[Collected data entries]
====
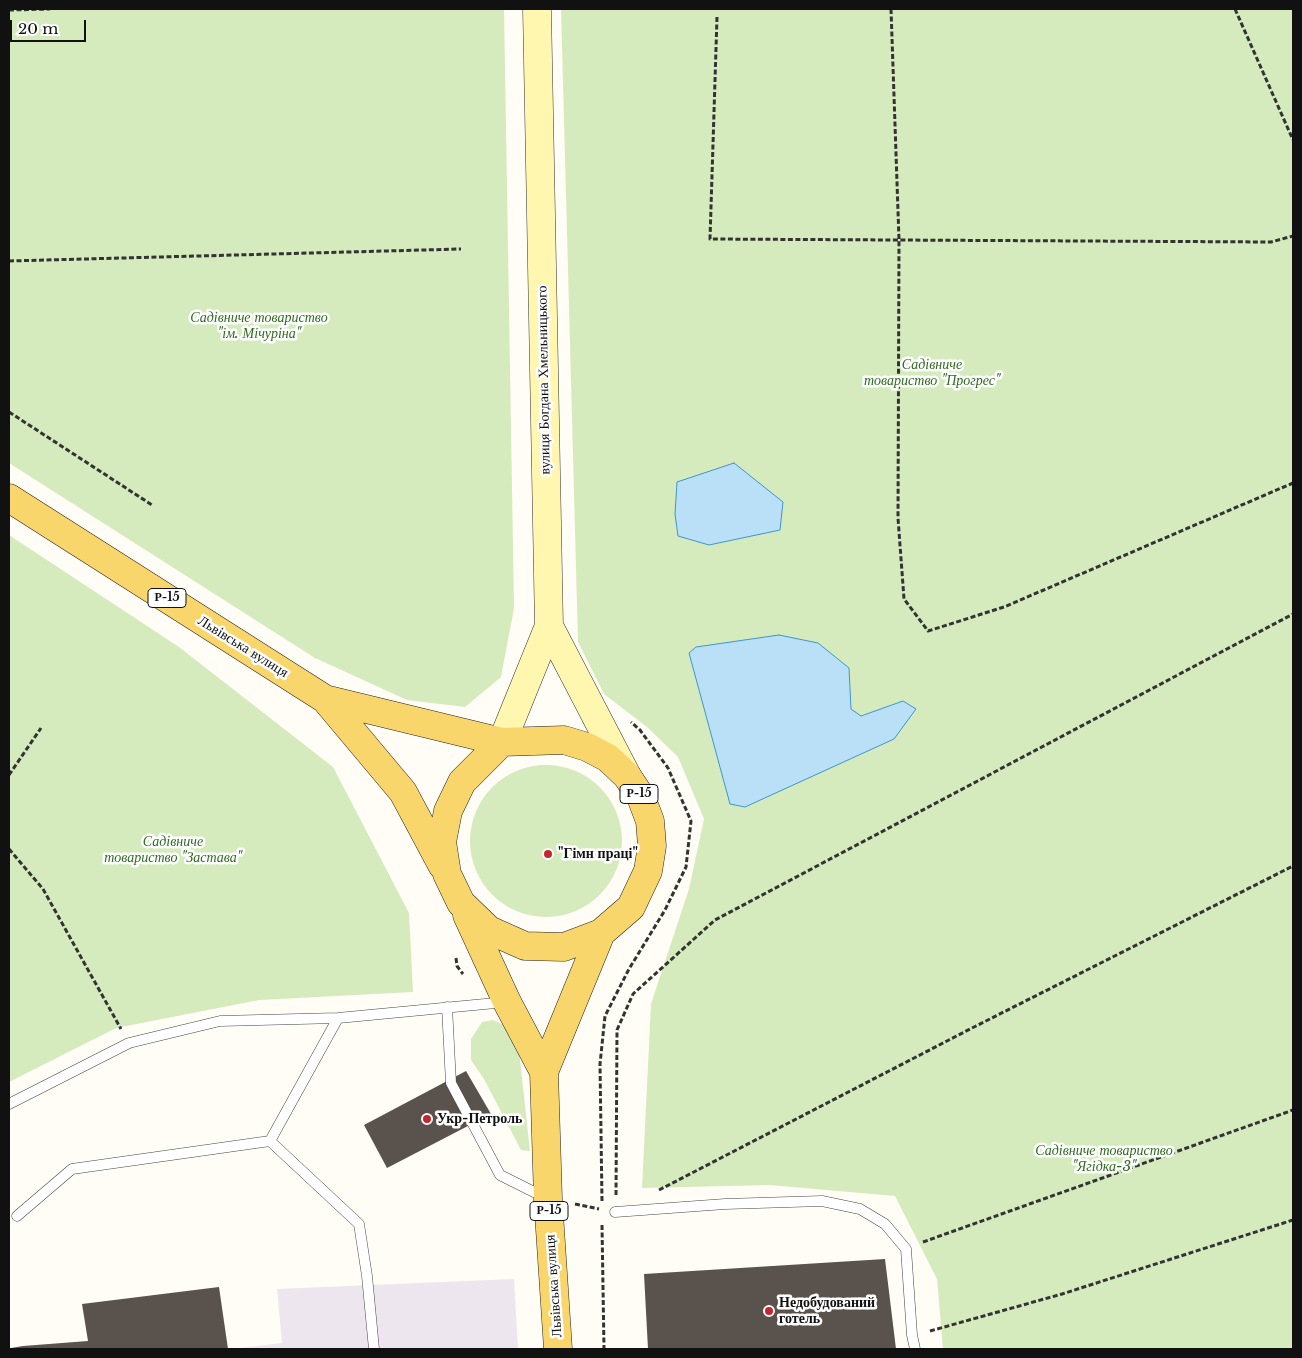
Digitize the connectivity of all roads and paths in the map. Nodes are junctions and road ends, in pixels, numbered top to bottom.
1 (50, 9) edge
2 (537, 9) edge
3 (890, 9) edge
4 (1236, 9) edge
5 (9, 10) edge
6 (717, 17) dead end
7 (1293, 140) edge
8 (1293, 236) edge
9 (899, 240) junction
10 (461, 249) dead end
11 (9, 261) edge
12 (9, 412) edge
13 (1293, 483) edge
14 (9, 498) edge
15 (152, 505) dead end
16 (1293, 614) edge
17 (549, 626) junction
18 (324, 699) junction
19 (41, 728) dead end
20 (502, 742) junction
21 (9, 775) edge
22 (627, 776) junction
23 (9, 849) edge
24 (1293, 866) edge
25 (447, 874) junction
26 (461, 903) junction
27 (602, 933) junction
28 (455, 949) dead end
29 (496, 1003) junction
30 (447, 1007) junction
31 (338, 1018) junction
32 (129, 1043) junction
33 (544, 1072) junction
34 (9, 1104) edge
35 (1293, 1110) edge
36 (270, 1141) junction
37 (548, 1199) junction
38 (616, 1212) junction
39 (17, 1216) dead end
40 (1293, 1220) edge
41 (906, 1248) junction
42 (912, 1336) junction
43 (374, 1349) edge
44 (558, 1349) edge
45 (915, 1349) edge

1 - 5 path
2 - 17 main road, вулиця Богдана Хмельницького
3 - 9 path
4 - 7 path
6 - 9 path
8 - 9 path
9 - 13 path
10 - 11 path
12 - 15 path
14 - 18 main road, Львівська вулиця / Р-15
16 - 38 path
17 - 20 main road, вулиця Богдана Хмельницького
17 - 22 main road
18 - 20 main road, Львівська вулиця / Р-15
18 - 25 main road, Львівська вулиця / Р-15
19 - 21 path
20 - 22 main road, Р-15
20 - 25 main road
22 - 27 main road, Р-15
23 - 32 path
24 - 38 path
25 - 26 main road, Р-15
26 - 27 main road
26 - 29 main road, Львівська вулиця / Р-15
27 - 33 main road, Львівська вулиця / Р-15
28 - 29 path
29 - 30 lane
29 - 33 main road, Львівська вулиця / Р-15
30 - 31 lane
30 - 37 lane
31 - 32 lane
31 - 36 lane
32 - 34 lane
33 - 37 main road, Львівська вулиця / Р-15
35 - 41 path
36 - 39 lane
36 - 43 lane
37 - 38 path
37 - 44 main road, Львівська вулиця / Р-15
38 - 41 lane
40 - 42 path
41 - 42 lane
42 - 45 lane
====
— YOUR ASSIGNMENT —
For this exercise, return the data above exactly and leave every picture out.

— RESPONSE BELOW —
Digitize the connectivity of all roads and paths in the map. Nodes are junctions and road ends, in pixels, numbered top to bottom.
1 (50, 9) edge
2 (537, 9) edge
3 (890, 9) edge
4 (1236, 9) edge
5 (9, 10) edge
6 (717, 17) dead end
7 (1293, 140) edge
8 (1293, 236) edge
9 (899, 240) junction
10 (461, 249) dead end
11 (9, 261) edge
12 (9, 412) edge
13 (1293, 483) edge
14 (9, 498) edge
15 (152, 505) dead end
16 (1293, 614) edge
17 (549, 626) junction
18 (324, 699) junction
19 (41, 728) dead end
20 (502, 742) junction
21 (9, 775) edge
22 (627, 776) junction
23 (9, 849) edge
24 (1293, 866) edge
25 (447, 874) junction
26 (461, 903) junction
27 (602, 933) junction
28 (455, 949) dead end
29 (496, 1003) junction
30 (447, 1007) junction
31 (338, 1018) junction
32 (129, 1043) junction
33 (544, 1072) junction
34 (9, 1104) edge
35 (1293, 1110) edge
36 (270, 1141) junction
37 (548, 1199) junction
38 (616, 1212) junction
39 (17, 1216) dead end
40 (1293, 1220) edge
41 (906, 1248) junction
42 (912, 1336) junction
43 (374, 1349) edge
44 (558, 1349) edge
45 (915, 1349) edge

1 - 5 path
2 - 17 main road, вулиця Богдана Хмельницького
3 - 9 path
4 - 7 path
6 - 9 path
8 - 9 path
9 - 13 path
10 - 11 path
12 - 15 path
14 - 18 main road, Львівська вулиця / Р-15
16 - 38 path
17 - 20 main road, вулиця Богдана Хмельницького
17 - 22 main road
18 - 20 main road, Львівська вулиця / Р-15
18 - 25 main road, Львівська вулиця / Р-15
19 - 21 path
20 - 22 main road, Р-15
20 - 25 main road
22 - 27 main road, Р-15
23 - 32 path
24 - 38 path
25 - 26 main road, Р-15
26 - 27 main road
26 - 29 main road, Львівська вулиця / Р-15
27 - 33 main road, Львівська вулиця / Р-15
28 - 29 path
29 - 30 lane
29 - 33 main road, Львівська вулиця / Р-15
30 - 31 lane
30 - 37 lane
31 - 32 lane
31 - 36 lane
32 - 34 lane
33 - 37 main road, Львівська вулиця / Р-15
35 - 41 path
36 - 39 lane
36 - 43 lane
37 - 38 path
37 - 44 main road, Львівська вулиця / Р-15
38 - 41 lane
40 - 42 path
41 - 42 lane
42 - 45 lane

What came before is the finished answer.